Suppose $I$ is an ideal in a ring $R$ and $J,K$ are ideals such that $I\subseteq J\cup K$. Then either $I\subseteq J$ or $I\subseteq K$. Indeed, suppose that there is some $x\in I$ such that $x\not\in J$. If $y\in I$ is arbitrary and $y\not\in K$ then $x + y$ is in neither $J$ nor $K$. Thus, $y\in K$ and so $I\subseteq K$.

In other words, if there is some element of $I$ that is not in $J$, then $I$ is contained entirely in $K$.

A generalisation for commutative rings is as follows: if $J_1,J_2,\dots,J_n\subseteq R$ are ideals such that at most two of them are not prime ideals, and $I$ is an ideal such that $I\subseteq \cup_i J_i$ then $I\subseteq J_k$ for some $k$. Of course, one does not need the hypothesis that at most two of the $J_1,\dots,J_n$ are not prime if $I$ is principal.

If one drops the hypothesis that at most two of the ideals $J_1,\dots,J_n$ are not prime, then the conclusion no longer holds in general, though.

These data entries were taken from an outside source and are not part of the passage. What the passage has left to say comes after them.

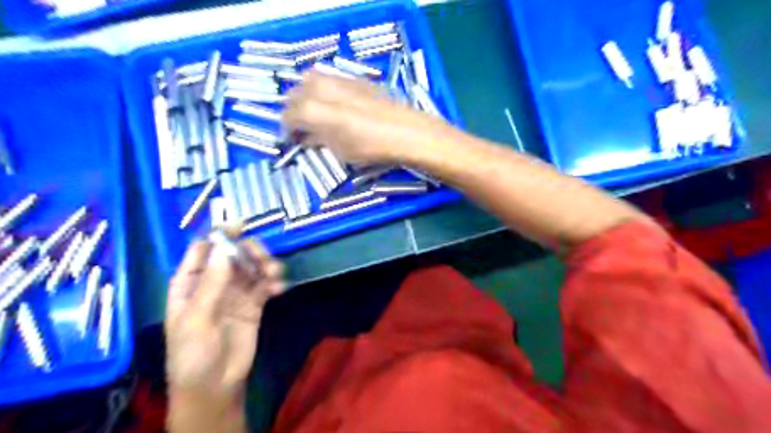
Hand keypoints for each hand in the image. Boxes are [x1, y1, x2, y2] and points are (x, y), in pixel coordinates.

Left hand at [166, 239, 284, 392]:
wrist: (214, 384)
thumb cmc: (193, 353)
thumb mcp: (196, 318)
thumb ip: (211, 284)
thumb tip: (225, 250)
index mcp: (191, 282)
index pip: (203, 249)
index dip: (219, 235)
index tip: (240, 226)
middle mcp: (214, 282)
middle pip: (234, 254)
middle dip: (250, 251)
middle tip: (264, 258)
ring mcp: (236, 292)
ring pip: (252, 267)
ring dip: (266, 265)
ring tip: (275, 274)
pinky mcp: (254, 304)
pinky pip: (265, 285)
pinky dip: (274, 283)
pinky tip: (279, 290)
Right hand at [283, 72, 452, 163]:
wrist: (406, 132)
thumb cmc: (371, 148)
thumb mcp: (339, 151)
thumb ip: (318, 140)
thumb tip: (307, 137)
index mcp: (311, 109)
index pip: (288, 115)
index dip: (287, 129)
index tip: (293, 139)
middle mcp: (320, 88)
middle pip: (295, 93)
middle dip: (294, 110)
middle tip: (302, 126)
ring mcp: (338, 79)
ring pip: (310, 80)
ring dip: (306, 95)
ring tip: (316, 112)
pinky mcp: (355, 78)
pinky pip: (329, 78)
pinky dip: (323, 89)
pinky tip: (334, 103)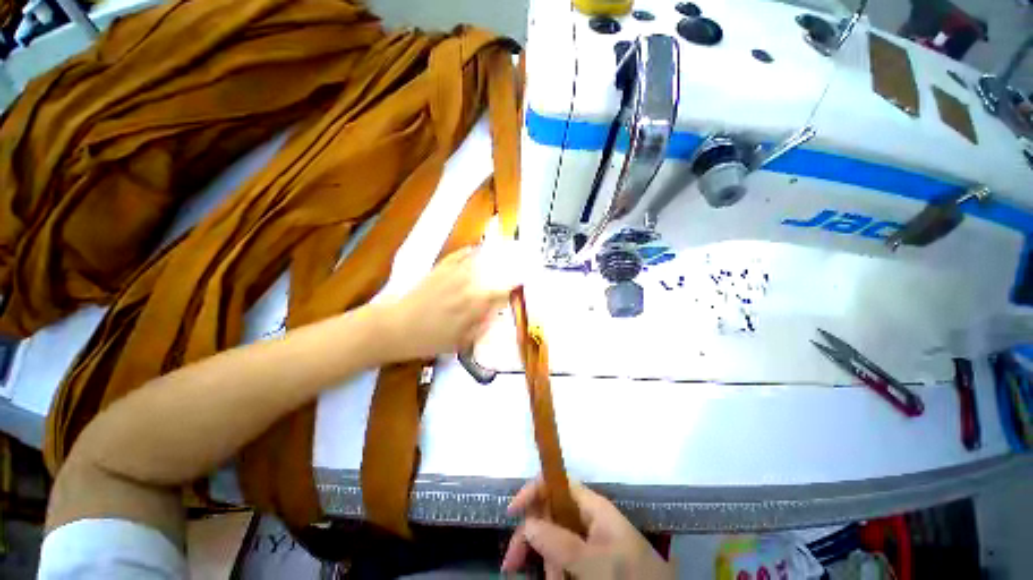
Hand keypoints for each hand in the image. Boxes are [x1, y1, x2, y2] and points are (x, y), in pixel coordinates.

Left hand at [379, 247, 515, 361]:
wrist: (395, 328)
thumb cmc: (428, 340)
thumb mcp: (459, 343)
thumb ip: (481, 327)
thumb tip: (496, 314)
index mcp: (474, 304)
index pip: (501, 291)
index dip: (514, 286)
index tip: (521, 283)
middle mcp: (467, 284)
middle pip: (493, 272)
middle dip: (507, 269)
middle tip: (517, 267)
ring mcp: (452, 274)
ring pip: (478, 261)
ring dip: (492, 257)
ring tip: (502, 254)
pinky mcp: (439, 269)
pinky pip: (458, 256)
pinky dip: (469, 251)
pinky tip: (476, 249)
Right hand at [502, 479, 673, 578]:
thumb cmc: (630, 576)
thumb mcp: (596, 561)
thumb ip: (561, 543)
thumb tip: (528, 523)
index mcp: (592, 506)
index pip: (556, 483)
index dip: (533, 490)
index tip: (512, 512)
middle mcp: (587, 517)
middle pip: (549, 512)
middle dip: (531, 535)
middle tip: (512, 564)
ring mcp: (588, 538)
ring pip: (553, 539)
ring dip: (546, 560)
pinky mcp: (589, 557)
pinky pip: (563, 558)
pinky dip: (556, 570)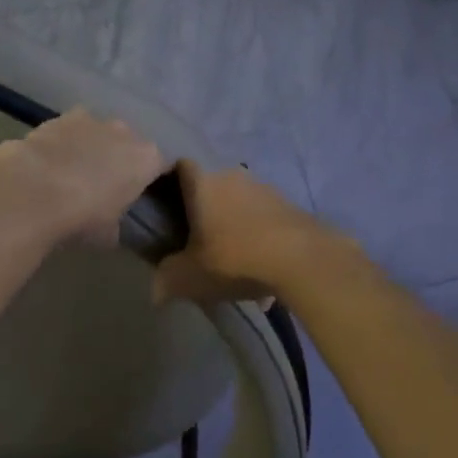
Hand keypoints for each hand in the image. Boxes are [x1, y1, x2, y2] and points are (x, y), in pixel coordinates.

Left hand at [0, 110, 167, 249]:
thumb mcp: (109, 234)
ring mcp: (92, 120)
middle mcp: (125, 132)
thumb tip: (112, 225)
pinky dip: (65, 141)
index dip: (151, 179)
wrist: (34, 190)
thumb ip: (118, 223)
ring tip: (74, 171)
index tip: (140, 193)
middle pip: (129, 144)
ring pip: (100, 132)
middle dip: (120, 159)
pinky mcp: (60, 117)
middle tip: (105, 184)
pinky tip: (51, 161)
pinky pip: (71, 130)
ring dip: (92, 147)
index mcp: (146, 160)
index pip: (161, 166)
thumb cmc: (82, 216)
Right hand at [153, 161, 328, 303]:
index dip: (171, 180)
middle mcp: (232, 176)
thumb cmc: (234, 258)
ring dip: (235, 224)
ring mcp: (265, 187)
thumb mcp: (190, 277)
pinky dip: (259, 237)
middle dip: (205, 210)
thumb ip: (167, 280)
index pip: (180, 166)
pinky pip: (264, 218)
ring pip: (240, 203)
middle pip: (211, 186)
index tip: (165, 204)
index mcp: (203, 183)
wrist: (302, 259)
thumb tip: (155, 291)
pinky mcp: (290, 204)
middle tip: (198, 240)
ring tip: (234, 261)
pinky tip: (262, 268)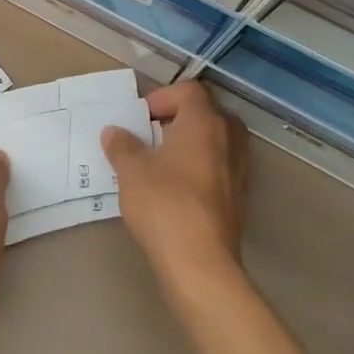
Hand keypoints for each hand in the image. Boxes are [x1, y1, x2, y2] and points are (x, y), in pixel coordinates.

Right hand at [102, 82, 247, 295]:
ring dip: (192, 144)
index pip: (190, 90)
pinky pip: (221, 167)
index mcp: (204, 122)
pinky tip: (177, 188)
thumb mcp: (131, 170)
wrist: (199, 262)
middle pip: (208, 112)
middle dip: (180, 118)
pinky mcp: (239, 197)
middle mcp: (228, 139)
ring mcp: (239, 169)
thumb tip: (114, 132)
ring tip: (163, 161)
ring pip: (217, 141)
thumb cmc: (163, 203)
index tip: (142, 118)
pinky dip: (202, 167)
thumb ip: (122, 145)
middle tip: (153, 134)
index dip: (164, 97)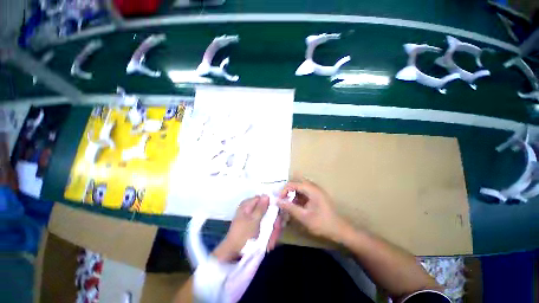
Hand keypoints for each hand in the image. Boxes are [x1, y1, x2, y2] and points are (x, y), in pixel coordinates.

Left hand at [212, 195, 281, 261]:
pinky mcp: (255, 228)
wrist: (233, 255)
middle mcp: (250, 209)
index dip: (272, 204)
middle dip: (274, 220)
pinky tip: (269, 243)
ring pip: (268, 219)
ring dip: (272, 230)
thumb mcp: (253, 220)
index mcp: (247, 205)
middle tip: (277, 229)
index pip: (263, 198)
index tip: (279, 213)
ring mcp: (253, 219)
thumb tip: (267, 195)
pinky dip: (268, 235)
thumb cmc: (242, 235)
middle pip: (267, 210)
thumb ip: (261, 208)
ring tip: (271, 242)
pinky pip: (265, 227)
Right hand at [277, 178, 349, 242]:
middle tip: (282, 200)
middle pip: (296, 184)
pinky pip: (305, 193)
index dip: (284, 190)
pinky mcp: (317, 196)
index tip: (279, 200)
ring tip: (288, 204)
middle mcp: (314, 187)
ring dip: (293, 195)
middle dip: (288, 191)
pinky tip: (296, 206)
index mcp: (311, 189)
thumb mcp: (303, 216)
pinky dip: (298, 198)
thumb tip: (277, 201)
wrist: (339, 230)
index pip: (293, 184)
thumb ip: (289, 207)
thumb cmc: (322, 223)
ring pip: (300, 188)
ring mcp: (316, 191)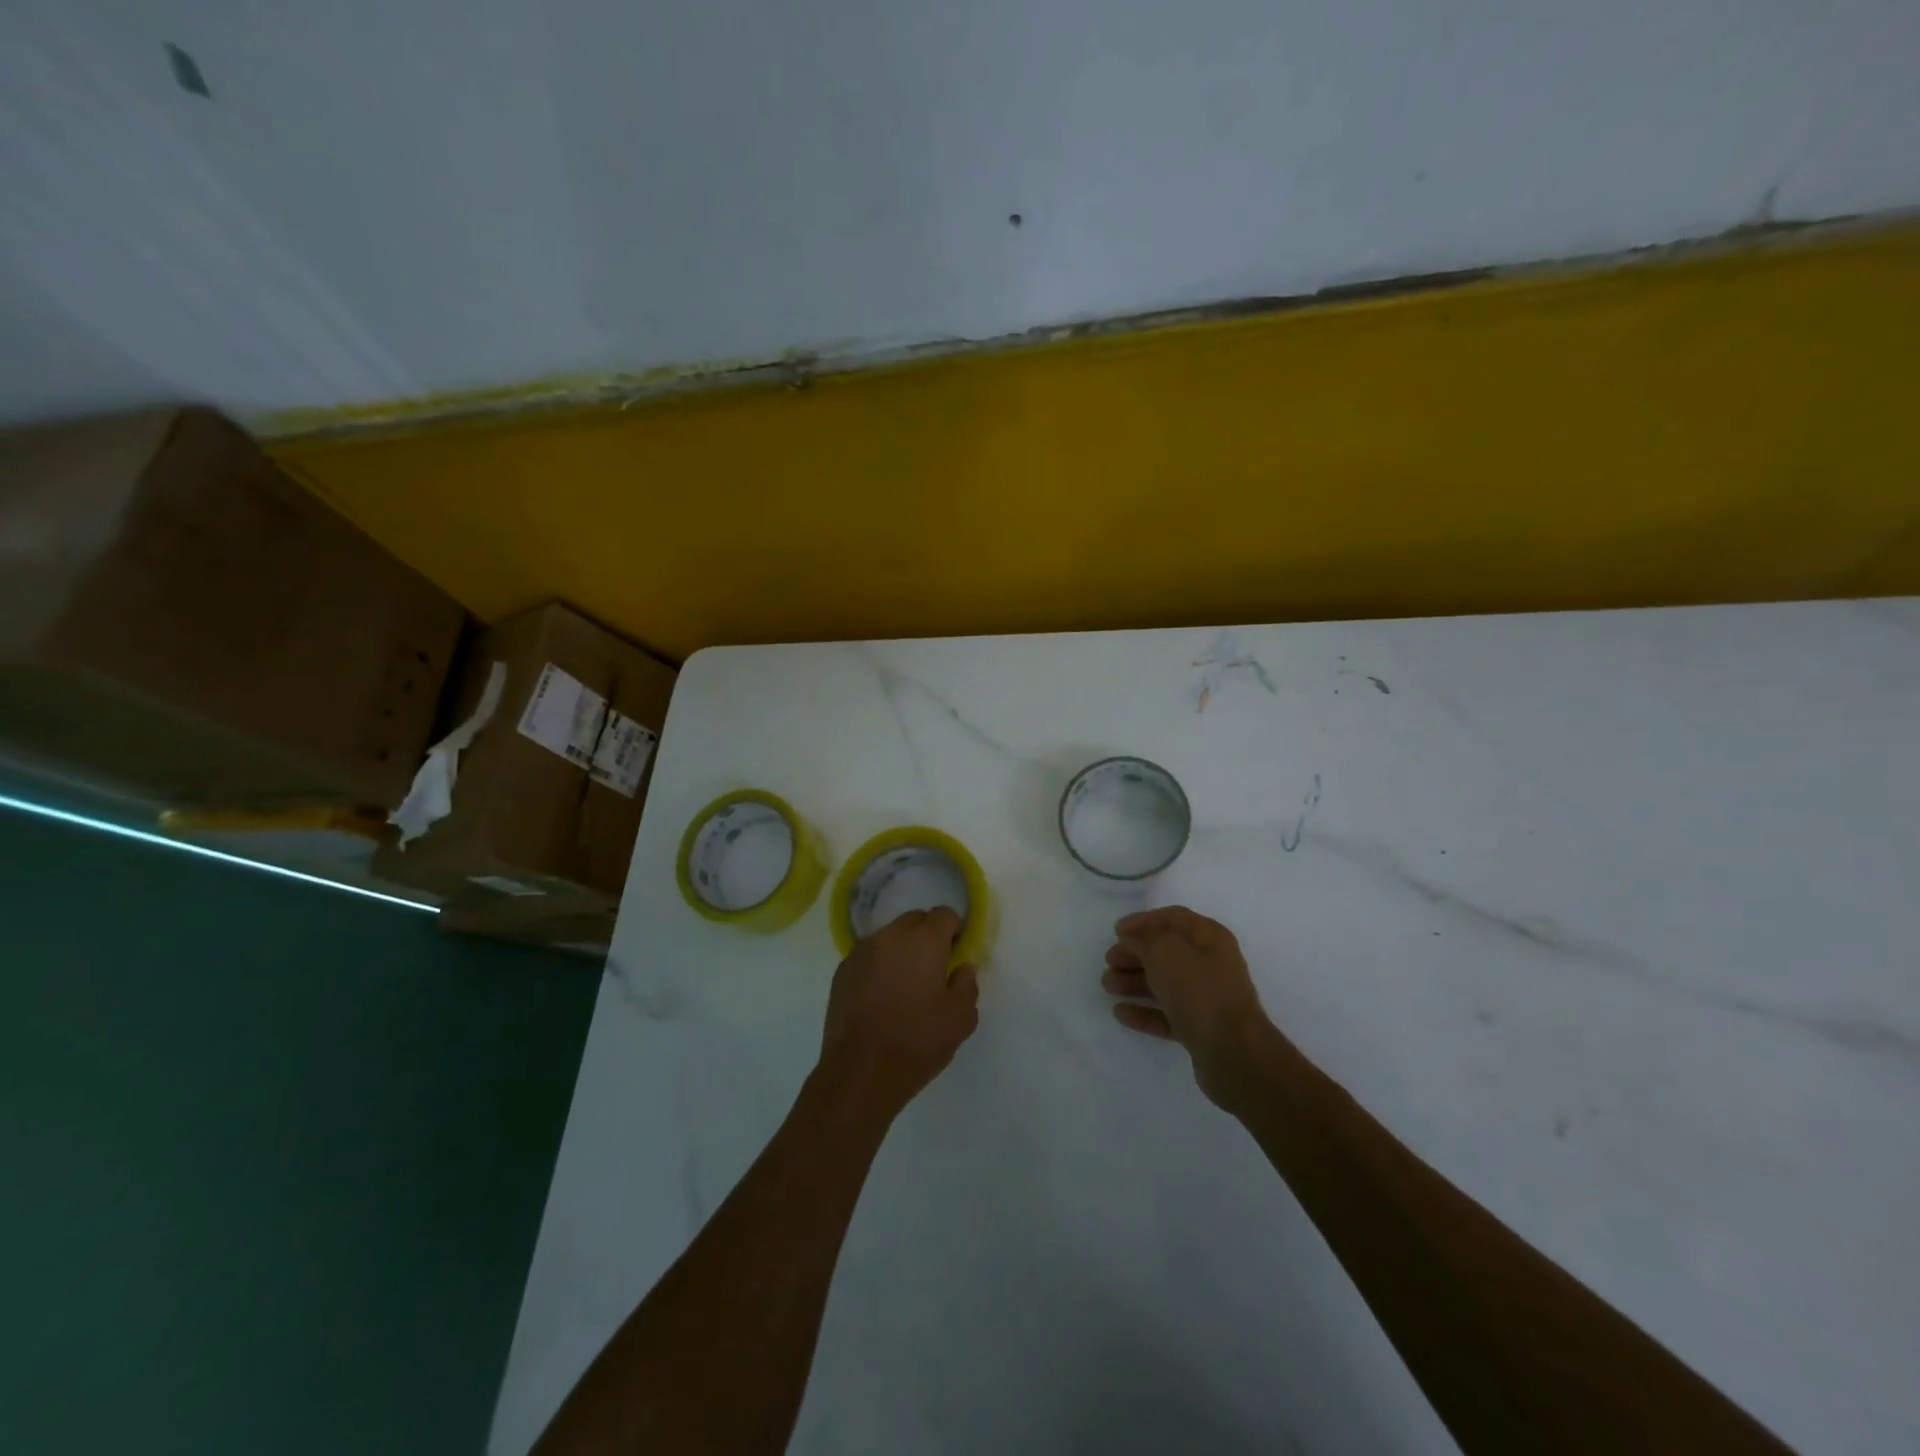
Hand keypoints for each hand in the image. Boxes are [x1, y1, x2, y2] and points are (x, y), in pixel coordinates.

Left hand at [818, 908, 979, 1121]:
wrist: (860, 1071)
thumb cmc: (917, 1041)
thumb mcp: (961, 1018)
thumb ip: (967, 984)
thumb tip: (962, 967)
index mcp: (924, 940)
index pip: (945, 914)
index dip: (954, 931)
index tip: (956, 955)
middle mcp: (891, 935)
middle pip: (915, 920)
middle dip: (927, 936)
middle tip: (933, 970)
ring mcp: (862, 951)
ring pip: (889, 937)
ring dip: (901, 951)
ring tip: (905, 986)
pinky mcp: (842, 971)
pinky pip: (869, 956)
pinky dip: (879, 966)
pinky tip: (881, 997)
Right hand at [1101, 906, 1276, 1106]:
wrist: (1233, 1052)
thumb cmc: (1199, 989)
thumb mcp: (1164, 951)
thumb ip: (1143, 939)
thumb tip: (1132, 939)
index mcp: (1209, 937)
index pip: (1173, 918)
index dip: (1143, 921)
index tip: (1116, 931)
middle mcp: (1210, 964)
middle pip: (1166, 952)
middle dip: (1134, 954)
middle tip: (1109, 961)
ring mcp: (1206, 998)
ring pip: (1164, 983)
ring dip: (1134, 982)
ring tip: (1107, 986)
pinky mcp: (1200, 1028)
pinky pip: (1167, 1014)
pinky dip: (1144, 1011)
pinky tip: (1120, 1013)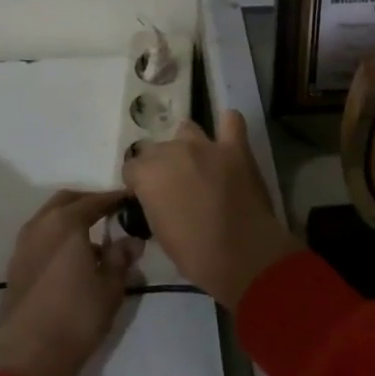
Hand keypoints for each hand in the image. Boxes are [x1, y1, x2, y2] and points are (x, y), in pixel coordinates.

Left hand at [0, 190, 142, 375]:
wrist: (26, 358)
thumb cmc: (75, 318)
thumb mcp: (110, 288)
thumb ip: (121, 258)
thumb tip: (132, 240)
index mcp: (66, 223)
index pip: (95, 200)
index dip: (114, 199)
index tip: (130, 200)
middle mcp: (41, 225)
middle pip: (67, 201)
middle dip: (88, 202)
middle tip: (110, 212)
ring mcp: (24, 244)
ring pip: (49, 217)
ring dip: (70, 219)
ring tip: (93, 238)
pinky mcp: (15, 265)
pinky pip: (40, 236)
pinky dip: (56, 235)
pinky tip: (72, 258)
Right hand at [123, 110, 298, 309]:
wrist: (242, 255)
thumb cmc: (195, 254)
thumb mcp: (159, 232)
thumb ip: (153, 203)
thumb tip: (157, 197)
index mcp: (148, 174)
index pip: (132, 168)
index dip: (139, 183)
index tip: (148, 197)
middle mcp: (172, 151)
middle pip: (157, 148)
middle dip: (161, 165)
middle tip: (174, 186)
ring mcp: (205, 145)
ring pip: (186, 130)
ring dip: (187, 145)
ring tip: (197, 164)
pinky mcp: (235, 147)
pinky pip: (231, 120)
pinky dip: (226, 127)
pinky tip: (226, 140)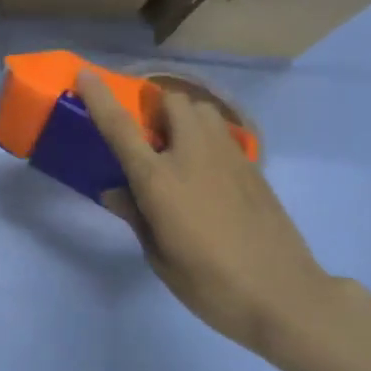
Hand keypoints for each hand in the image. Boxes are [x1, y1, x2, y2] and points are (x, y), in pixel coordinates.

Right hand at [78, 72, 345, 365]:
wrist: (283, 295)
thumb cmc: (210, 284)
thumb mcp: (159, 256)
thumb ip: (135, 215)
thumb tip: (113, 190)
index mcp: (159, 180)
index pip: (121, 128)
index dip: (100, 98)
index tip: (86, 75)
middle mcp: (193, 155)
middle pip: (173, 101)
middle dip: (156, 107)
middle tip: (147, 135)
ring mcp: (228, 157)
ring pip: (203, 111)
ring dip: (184, 118)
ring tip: (177, 149)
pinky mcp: (254, 168)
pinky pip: (222, 134)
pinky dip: (206, 138)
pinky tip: (206, 173)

For example, consider the ring $R = \Z/2[x,y]/(x^2,y^2)$. It is a ring with sixteen elements. In $R$, the ideal $(x,y)$ has eight elements. Furthermore,
$$(x,y)\subseteq (x)\cup (y)\cup (x+y).$$
However, each of the ideals $(x), (y),$ and $(x+y)$—none of which are prime—only has four elements, and so $(x,y)$ is not contained in any of them.